On April 8th, the Center for Drug Evaluation (CDE) of the National Medical Products Administration officially announced on its official website that HSK42360, a Class 1 innovative drug declared by Hisilicon Pharmaceutical Group Co., Ltd., will be included in the “Children’s Anti Tumor Drug R&D Encouragement Pilot Program” (commonly known as the “Starlight Program” in the industry). This measure marks the national level policy support and resource allocation for the research and development of the drug in the field of pediatric oncology, aiming to accelerate its clinical development and marketing process for specific indications in children.

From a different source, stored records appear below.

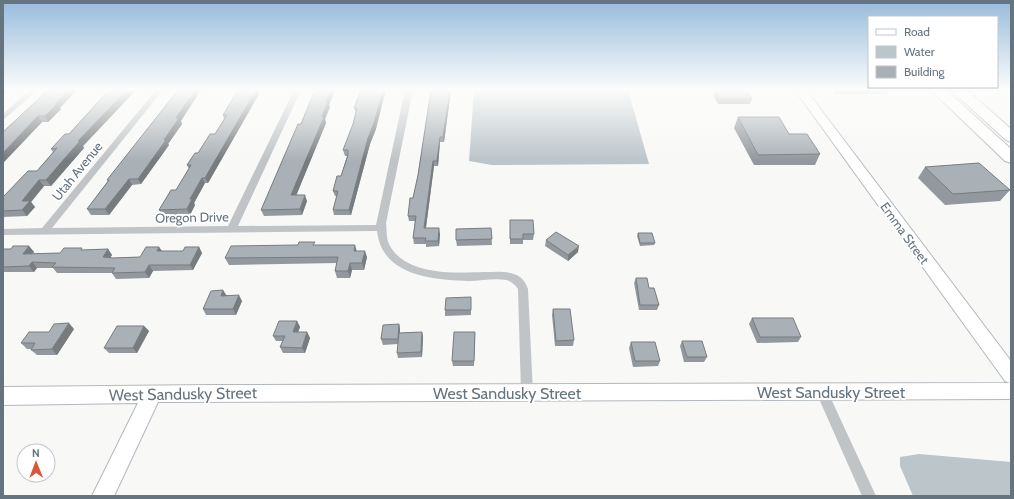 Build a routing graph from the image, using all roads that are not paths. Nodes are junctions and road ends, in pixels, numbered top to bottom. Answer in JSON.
{"nodes":[{"id":1,"x":141,"y":113,"type":"edge"},
{"id":2,"x":287,"y":113,"type":"edge"},
{"id":3,"x":404,"y":113,"type":"edge"},
{"id":4,"x":817,"y":113,"type":"edge"},
{"id":5,"x":952,"y":113,"type":"edge"},
{"id":6,"x":963,"y":113,"type":"edge"},
{"id":7,"x":984,"y":113,"type":"edge"},
{"id":8,"x":998,"y":113,"type":"edge"},
{"id":9,"x":1011,"y":131,"type":"edge"},
{"id":10,"x":1011,"y":137,"type":"edge"},
{"id":11,"x":997,"y":146,"type":"junction"},
{"id":12,"x":1011,"y":158,"type":"edge"},
{"id":13,"x":381,"y":228,"type":"junction"},
{"id":14,"x":231,"y":230,"type":"junction"},
{"id":15,"x":3,"y":232,"type":"edge"},
{"id":16,"x":44,"y":232,"type":"junction"},
{"id":17,"x":1011,"y":375,"type":"edge"},
{"id":18,"x":1011,"y":391,"type":"edge"},
{"id":19,"x":822,"y":392,"type":"junction"},
{"id":20,"x":152,"y":394,"type":"junction"},
{"id":21,"x":527,"y":394,"type":"junction"},
{"id":22,"x":3,"y":396,"type":"edge"},
{"id":23,"x":103,"y":496,"type":"edge"},
{"id":24,"x":869,"y":496,"type":"edge"}],
"edges":[{"from":1,"to":16,"type":"street","name":"Utah Avenue"},
{"from":2,"to":14,"type":"street"},
{"from":3,"to":13,"type":"street"},
{"from":4,"to":17,"type":"street","name":"Emma Street"},
{"from":5,"to":11,"type":"highway"},
{"from":6,"to":11,"type":"highway"},
{"from":7,"to":10,"type":"highway"},
{"from":8,"to":9,"type":"highway"},
{"from":11,"to":12,"type":"highway"},
{"from":13,"to":14,"type":"street","name":"Oregon Drive"},
{"from":13,"to":21,"type":"street"},
{"from":14,"to":16,"type":"street","name":"Oregon Drive"},
{"from":15,"to":16,"type":"street","name":"Oregon Drive"},
{"from":18,"to":19,"type":"street","name":"West Sandusky Street"},
{"from":19,"to":21,"type":"street","name":"West Sandusky Street"},
{"from":19,"to":24,"type":"street"},
{"from":20,"to":21,"type":"street","name":"West Sandusky Street"},
{"from":20,"to":22,"type":"street","name":"West Sandusky Street"},
{"from":20,"to":23,"type":"street"}]}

According to the announcement, HSK42360 tablets are included in the “Starlight Plan” for the development of pediatric indications: for the treatment of recurrent or progressive gliomas carrying BRAF V600 mutations. Glioma is one of the most common solid tumors of the central nervous system in children, with some high-grade or recurrent/progressive cases having extremely poor prognosis and a huge unmet clinical demand. The BRAF V600 mutation is an important driver gene mutation in this type of tumor, and precise treatment targeting this target has become an international frontier research direction. HSK42360, as an oral small molecule inhibitor targeting this mutation, has shown potential therapeutic effects in adult research data. This shift towards pediatric indication development aims to provide new and more targeted treatment options for this specific patient population.